Link Search Menu Expand Document

Evaluation

Recommendation

Optimization

matchmaking

In ranked systems like search engines, users typically look only at the first few results. Even if a system returns many relevant items further down the list, they are unlikely to be seen or clicked. Thus, the term @K is suitable for evaluation our model with focusing on first result.

Evaluation Metric

Normalized Discounted Cumulative Gain (NDCG)

  • Is a list-wise ranking metric used to evaluate the quality of a recommender system’s ranked list of recommendations.
  • It compares rankings to an ideal order where all relevant items are at the top of the list.
  • A relevance score is a ground truth or target value necessary for evaluating ranking system quality. It can be a binary label (relevant or not / the user clicked on, watched, or purchased an item or not) or a numerical score (e.g., 1 to 5 / where different weights are assigned to specific user actions, reflecting a relative degree of match).
  • K-parameter is a user-assigned parameter that defines the cutoff point (list length) while evaluating ranking quality. For example, you can only look at top-10 items.
  • A gain of a single recommended item is its relevance score, be it binary or graded.
  • Cumulative gain is a measure of the total relevance of the ranked list.
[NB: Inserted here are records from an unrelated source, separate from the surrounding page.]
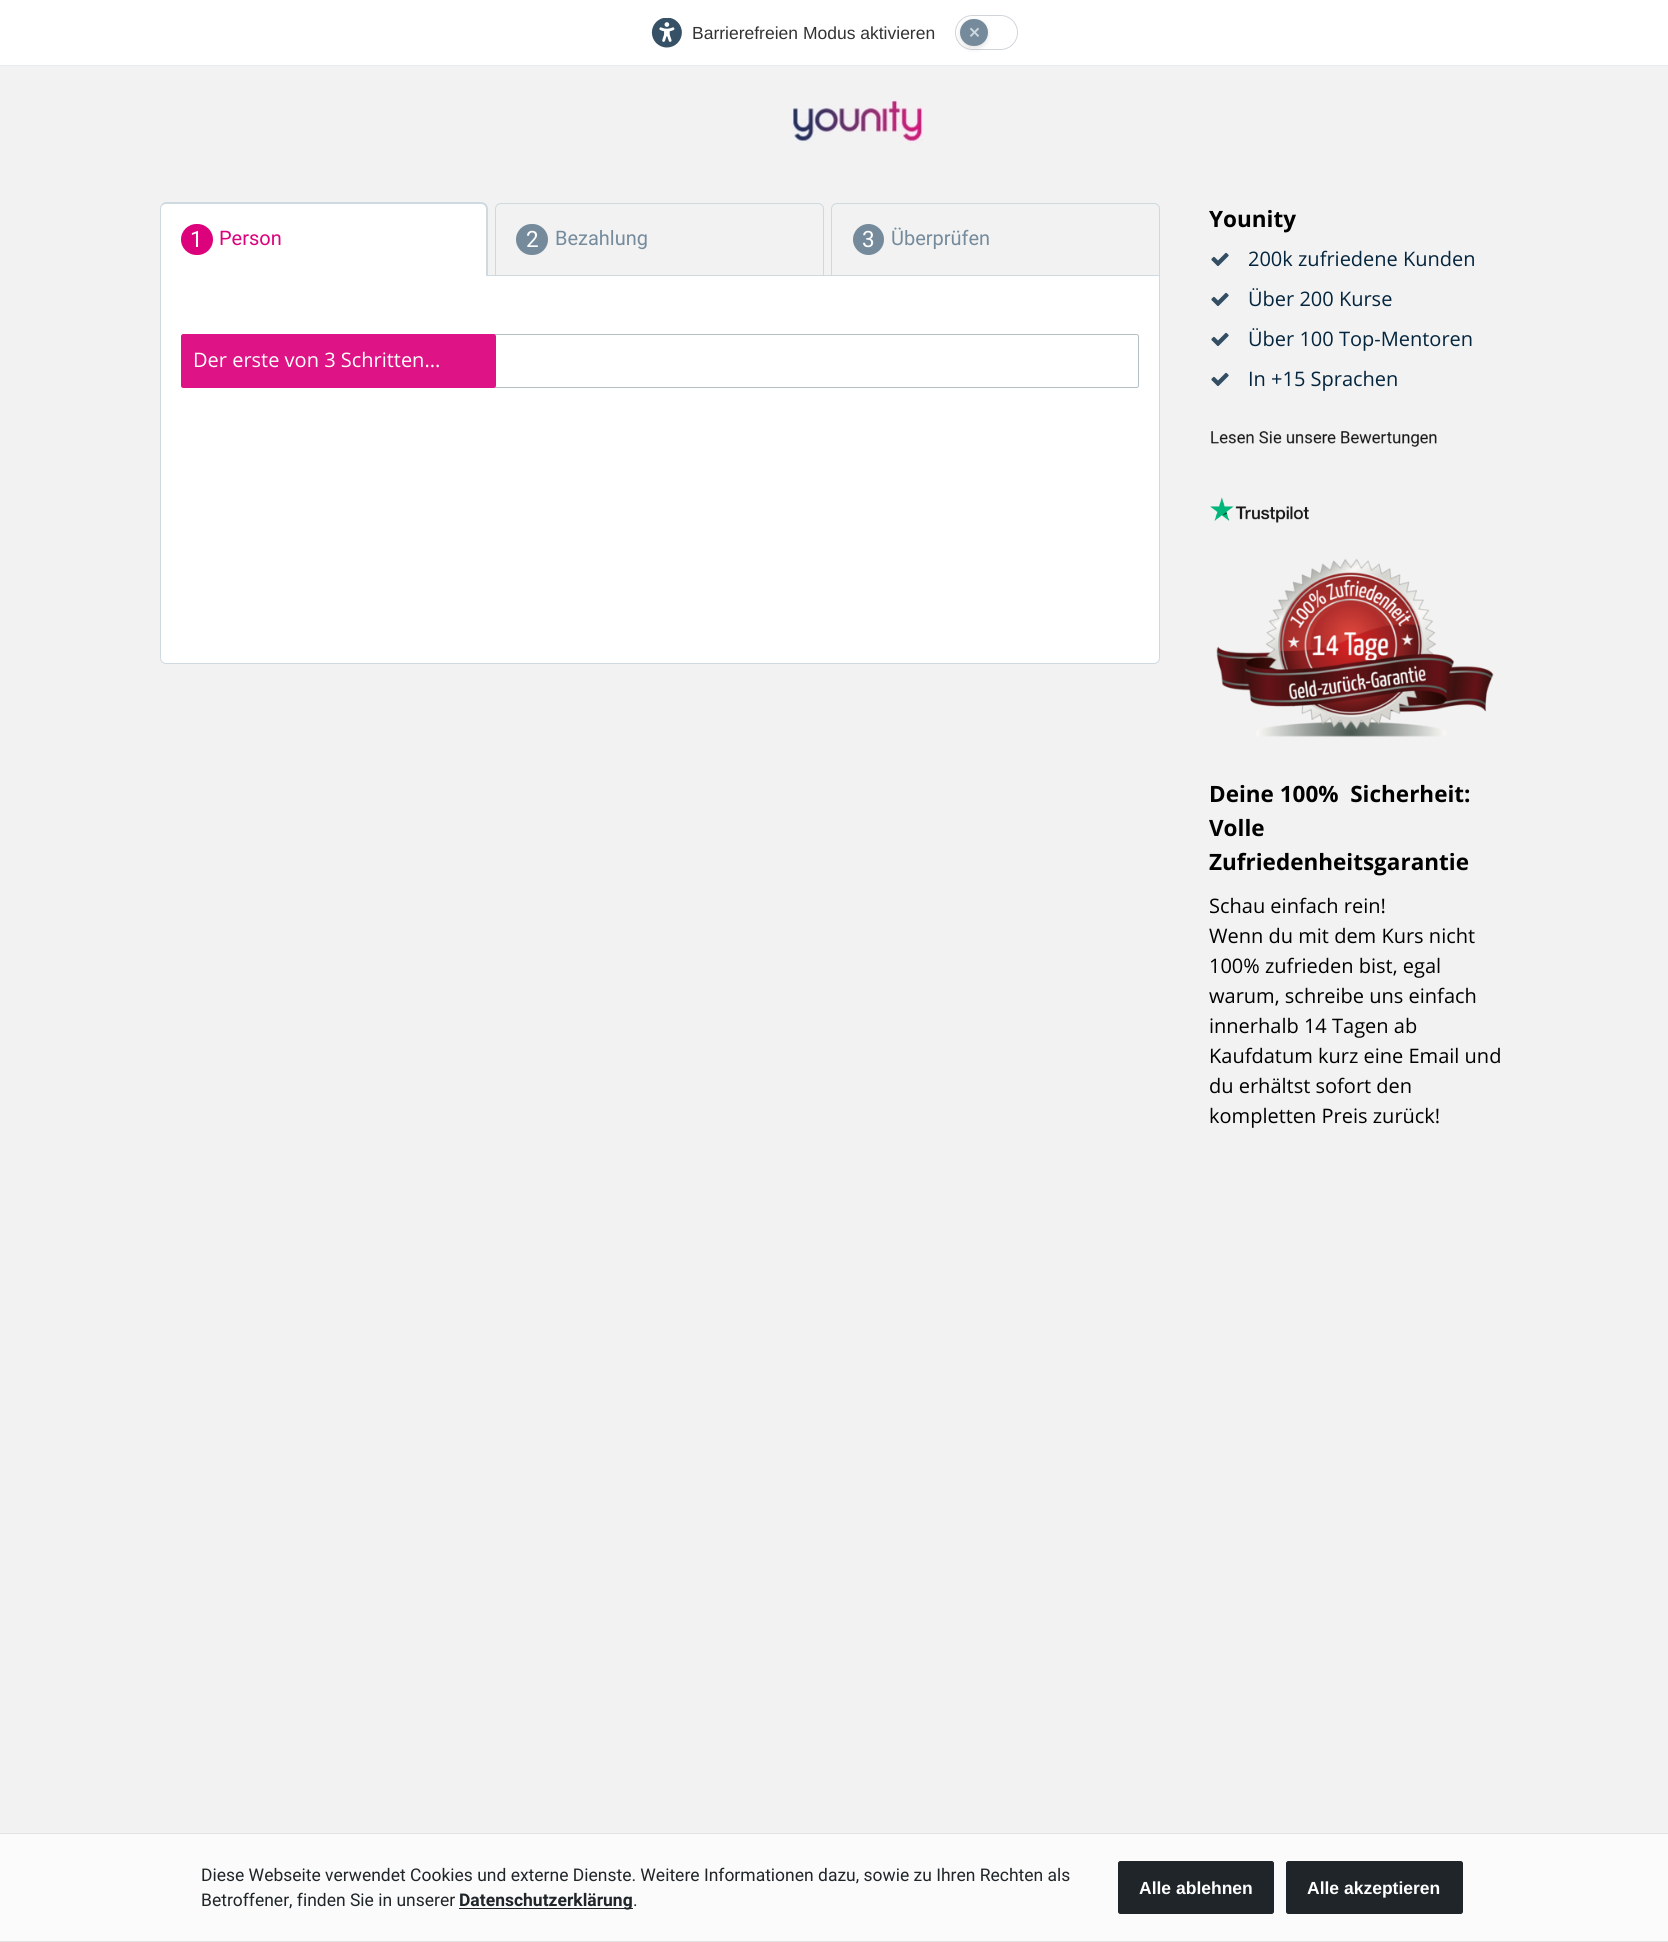 import math
import cairo

surface = cairo.ImageSurface(cairo.FORMAT_RGB24, 1668, 1942)
ctx = cairo.Context(surface)
options = cairo.FontOptions()
options.set_hint_metrics(cairo.HINT_METRICS_OFF)
options.set_hint_style(cairo.HINT_STYLE_NONE)
ctx.set_font_options(options)
ctx.set_miter_limit(4)


def set_color(code):
    ctx.set_source_rgb(*(v / 255 for v in bytes.fromhex(code[-6:])))


def draw_text(x, y, s, family, size, color, bold=False, italic=False):
    ctx.select_font_face(family, cairo.FONT_SLANT_ITALIC if italic else cairo.FONT_SLANT_NORMAL, cairo.FONT_WEIGHT_BOLD if bold else cairo.FONT_WEIGHT_NORMAL)
    ctx.set_font_size(size)
    set_color(color)
    ctx.move_to(x, y)
    ctx.show_text(s)


def fill_rect(x, y, w, h, color):
    set_color(color)
    ctx.rectangle(x, y, w, h)
    ctx.fill()


def rounded_rect(x, y, w, h, r):
    ctx.new_sub_path()
    for i, (u, v) in enumerate([(x + w - r, y + h - r), (x + r, y + h - r), (x + r, y + r), (x + w - r, y + r)]):
        ctx.arc(u, v, r, i * math.pi / 2, (i + 1) * math.pi / 2)
    ctx.close_path()


def draw_shadow(x, y, w, h, r, blur, alpha):
    ctx.push_group_with_content(cairo.CONTENT_ALPHA)
    ctx.set_operator(cairo.OPERATOR_SOURCE)
    for i in range(15, -16, -2):
        e = blur * i / 6
        if min(w, h) + 2 * e > 0:
            ctx.set_source_rgba(0, 0, 0, alpha * math.erfc((i - 1) / 8.5) / 2)
            rounded_rect(x - e, y - e, w + 2 * e, h + 2 * e, max(0, min(r + e + blur * .6, min(w, h) / 2 + e)))
            ctx.fill()
    ctx.mask(ctx.pop_group())


def draw_image(path, x, y, w, h):
    ctx.save()
    ctx.set_source_surface(cairo.ImageSurface.create_from_png(path), x, y)
    ctx.rectangle(x, y, w, h)
    ctx.fill()
    ctx.restore()


set_color("#f2f2f2")
ctx.paint()
fill_rect(0, 0, 1668, 65, "#ffffff")
fill_rect(0, 65, 1668, 1, "#e9ecef")
draw_image("assets/img1.png", 651, 18, 31, 30)
draw_text(692, 39, "Barrierefreien Modus aktivieren", "Liberation Sans", 17.5, "#333333")
rounded_rect(955.5, 15.5, 62, 34, 17)
set_color("#d1d5db")
ctx.set_line_width(1)
ctx.stroke()
set_color("#000000")
draw_shadow(960, 21, 28, 28, 14, 2.5, 0.1)
set_color("#758b9c")
rounded_rect(960, 19, 28, 27, 13.5)
ctx.fill()
draw_text(968, 38, "✕", "DejaVu Sans", 15, "#ced9e0", bold=True)
draw_image("assets/img2.png", 791, 99, 132, 47)
set_color("#ffffff")
ctx.new_path()
ctx.move_to(160.5, 275.5)
ctx.line_to(1159.5, 275.5)
ctx.line_to(1159.5, 658)
ctx.curve_to(1159.5, 661, 1157, 663.5, 1154, 663.5)
ctx.line_to(166, 663.5)
ctx.curve_to(163, 663.5, 160.5, 661, 160.5, 658)
ctx.close_path()
ctx.fill_preserve()
set_color("#ced9e0")
ctx.stroke()
set_color("#ffffff")
ctx.new_path()
ctx.move_to(166, 204)
ctx.line_to(481, 204)
ctx.curve_to(484, 204, 486, 206, 486, 209)
ctx.line_to(486, 276)
ctx.line_to(161, 276)
ctx.line_to(161, 209)
ctx.curve_to(161, 206, 163, 204, 166, 204)
ctx.close_path()
ctx.fill()
set_color("#ced9e0")
ctx.set_fill_rule(cairo.FILL_RULE_EVEN_ODD)
ctx.new_path()
ctx.move_to(166, 202)
ctx.line_to(481, 202)
ctx.curve_to(485, 202, 488, 205, 488, 209)
ctx.line_to(488, 276)
ctx.line_to(160, 276)
ctx.line_to(160, 209)
ctx.curve_to(160, 205, 163, 202, 166, 202)
ctx.close_path()
ctx.move_to(166, 204)
ctx.line_to(481, 204)
ctx.curve_to(484, 204, 486, 206, 486, 209)
ctx.line_to(486, 276)
ctx.line_to(161, 276)
ctx.line_to(161, 209)
ctx.curve_to(161, 206, 163, 204, 166, 204)
ctx.close_path()
ctx.fill()
set_color("#dc027c")
rounded_rect(181, 224, 32, 31, 15.5)
ctx.fill()
draw_text(190, 247, "1", "Roboto", 22.5, "#ffffff")
draw_text(219, 245, "Person", "Roboto", 20, "#dc027c")
ctx.new_path()
ctx.move_to(501, 203.5)
ctx.line_to(818, 203.5)
ctx.curve_to(821, 203.5, 823.5, 206, 823.5, 209)
ctx.line_to(823.5, 275.5)
ctx.line_to(495.5, 275.5)
ctx.line_to(495.5, 209)
ctx.curve_to(495.5, 206, 498, 203.5, 501, 203.5)
ctx.close_path()
set_color("#ced9e0")
ctx.stroke()
set_color("#758b9c")
rounded_rect(516, 224, 32, 31, 15.5)
ctx.fill()
draw_text(526, 247, "2", "Roboto", 22.5, "#ffffff")
draw_text(555, 245, "Bezahlung", "Roboto", 20, "#758b9c")
ctx.new_path()
ctx.move_to(837, 203.5)
ctx.line_to(1154, 203.5)
ctx.curve_to(1157, 203.5, 1159.5, 206, 1159.5, 209)
ctx.line_to(1159.5, 275.5)
ctx.line_to(831.5, 275.5)
ctx.line_to(831.5, 209)
ctx.curve_to(831.5, 206, 834, 203.5, 837, 203.5)
ctx.close_path()
set_color("#ced9e0")
ctx.stroke()
set_color("#758b9c")
ctx.arc(868.5, 239.5, 15.5, 0, 2 * math.pi)
ctx.fill()
draw_text(862, 247, "3", "Roboto", 22.5, "#ffffff")
draw_text(891, 245, "Überprüfen", "Roboto", 20, "#758b9c")
rounded_rect(181.5, 334.5, 957, 53, 2)
set_color("#b4bec5")
ctx.stroke()
set_color("#dc027c")
rounded_rect(181, 334, 315, 54, 2.5)
ctx.fill()
ctx.set_source_rgba(1, 1, 1, 0.07)
rounded_rect(181, 334, 315, 54, 2.5)
ctx.fill()
draw_text(193, 367, "Der erste von 3 Schritten...", "Open Sans", 20, "#ffffff")
draw_text(1209, 227, "Younity", "Open Sans", 22.5, "#000000", bold=True)
draw_image("assets/img3.png", 1211, 252, 18, 14)
draw_text(1248, 266, "200k zufriedene Kunden", "Open Sans", 20, "#04253e")
draw_image("assets/img3.png", 1211, 292, 18, 14)
draw_text(1248, 306, "Über 200 Kurse", "Open Sans", 20, "#04253e")
draw_image("assets/img3.png", 1211, 332, 18, 14)
draw_text(1248, 346, "Über 100 Top-Mentoren", "Open Sans", 20, "#04253e")
draw_image("assets/img3.png", 1211, 372, 18, 14)
draw_text(1248, 386, "In +15 Sprachen", "Open Sans", 20, "#04253e")
draw_image("assets/img4.png", 1211, 431, 226, 16)
draw_image("assets/img5.png", 1210, 497, 99, 26)
draw_image("assets/img6.png", 1216, 558, 278, 179)
draw_text(1209, 802, "Deine 100%  Sicherheit:", "Open Sans", 22.5, "#000000", bold=True)
draw_text(1209, 836, "Volle", "Open Sans", 22.5, "#000000", bold=True)
draw_text(1209, 870, "Zufriedenheitsgarantie", "Open Sans", 22.5, "#000000", bold=True)
draw_text(1209, 913, "Schau einfach rein!", "Open Sans", 20, "#000000")
draw_text(1209, 943, "Wenn du mit dem Kurs nicht", "Open Sans", 20, "#000000")
draw_text(1209, 973, "100% zufrieden bist, egal", "Open Sans", 20, "#000000")
draw_text(1209, 1003, "warum, schreibe uns einfach", "Open Sans", 20, "#000000")
draw_text(1209, 1033, "innerhalb 14 Tagen ab", "Open Sans", 20, "#000000")
draw_text(1209, 1063, "Kaufdatum kurz eine Email und", "Open Sans", 20, "#000000")
draw_text(1209, 1093, "du erhältst sofort den", "Open Sans", 20, "#000000")
draw_text(1209, 1123, "kompletten Preis zurück!", "Open Sans", 20, "#000000")
fill_rect(0, 1834, 1668, 107, "#fbfbfb")
fill_rect(0, 1833, 1668, 1, "#e2e2e2")
fill_rect(0, 1941, 1668, 1, "#e2e2e2")
draw_text(201, 1881, "Diese Webseite verwendet Cookies und externe Dienste. Weitere Informationen dazu, sowie zu Ihren Rechten als", "Roboto", 17.5, "#1f2529")
draw_text(201, 1906, "Betroffener, finden Sie in unserer", "Roboto", 17.5, "#1f2529")
fill_rect(459, 1908, 174, 1, "#1f2529")
draw_text(459, 1906, "Datenschutzerklärung", "Roboto", 17.5, "#1f2529", bold=True)
draw_text(633, 1906, ".", "Roboto", 17.5, "#1f2529")
rounded_rect(1118.5, 1861.5, 155, 52, 2)
ctx.fill_preserve()
ctx.stroke()
draw_text(1139, 1894, "Alle ablehnen", "Liberation Sans", 17.5, "#ffffff", bold=True)
set_color("#1f2529")
rounded_rect(1286.5, 1861.5, 176, 52, 2)
ctx.fill_preserve()
ctx.stroke()
draw_text(1307, 1894, "Alle akzeptieren", "Liberation Sans", 17.5, "#ffffff", bold=True)
surface.write_to_png("output.png")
It sums up the relevance scores of the individual items in the list.
  • A logarithmic discount gain (DCG) helps assign lower gain when relevant items appear further down in the ranked list (logarithmic penalty).
  • DCG; The principle is to position-discount the retrieved items and assign higher weights to relevant items that appear at the top of the list, reflecting the intuition that users are more likely to interact with items presented earlier.
  • IDCG represents the maximum achievable DCG with the same set of relevance scores but in the perfect ranking order.
  • ELI5

    “Did we rank the most valuable items at the top?”

  • Formula and Example:
    • Define Relevance Scale (NDCG requires graded relevance to show its full value)
      • Purchase = 3
      • Add-to-cart = 2
      • View = 1
      • no interaction = 0
    • Get model’s top-k Recommendation list

      Rank (i) Item User Action Relevance (relᵢ)
      1 A Purchased 3
      2 B Viewed 1
      3 C No interaction 0
      4 D Add-to-cart 2
      5 E No interaction 0
    • Discounted Cumulative Gain (DCG@k): DCG@K = Σ (relᵢ / log₂(i + 1)) , for i = 1..K

      Rank (i) relᵢ log₂(i+1) relᵢ / log₂(i+1)
      1 3 log₂(2) = 1.000 3.000
      2 1 log₂(3) ≈ 1.585 0.631
      3 0 log₂(4) = 2.000 0.000
      4 2 log₂(5) ≈ 2.322 0.861
      5 0 log₂(6) ≈ 2.585 0.000
        DCG@5 = 3.000 + 0.631 + 0.000 + 0.861 + 0.000 = 4.492
      
    • Construct the Ideal Ranking (IDCG@5), Sort the same items by true relevance, highest first.

      Ideal Rank Item Relevance
      1 A 3
      2 D 2
      3 B 1
      4 C 0
      5 E 0
    • Compute IDCG@5

      Rank relᵢ log₂(i+1) relᵢ / log₂(i+1)
      1 3 1.000 3.000
      2 2 1.585 1.262
      3 1 2.000 0.500
      4 0 2.322 0.000
      5 0 2.585 0.000
        IDCG@5 = 3.000 + 1.262 + 0.500 = 4.762
      
    • Compute NDCG@5

        NDCG@5  = DCG@5 / IDCG@5
                = 4.492 / 4.762
                ≈ 0.943
      
    • result 0 ≤ NDCG@K ≤ 1
  • Goals:
    • Correct items
    • Correct order
    • Higher positions more than lower ones (Items at rank 1 matter more than rank 10)
    • Purchase > cart > view (graded relevance)
    • using log₂(i+1) Discount could give us; Rank 1 is ~3× more valuable than rank 10 and matches user attention patterns.
  • Limitation:
    • Revelance scales must be consistent across models
    • Users with no relevant items, define NDCG = 0 or exclude consistently
    • The absolute values of DCG depend on the number of items in the list and the relevance scores assigned.
  • sources

    Recall@K

  • ELI5

    “Of all items the user would actually interact with, how many did we successfully put into the top K recommendations?”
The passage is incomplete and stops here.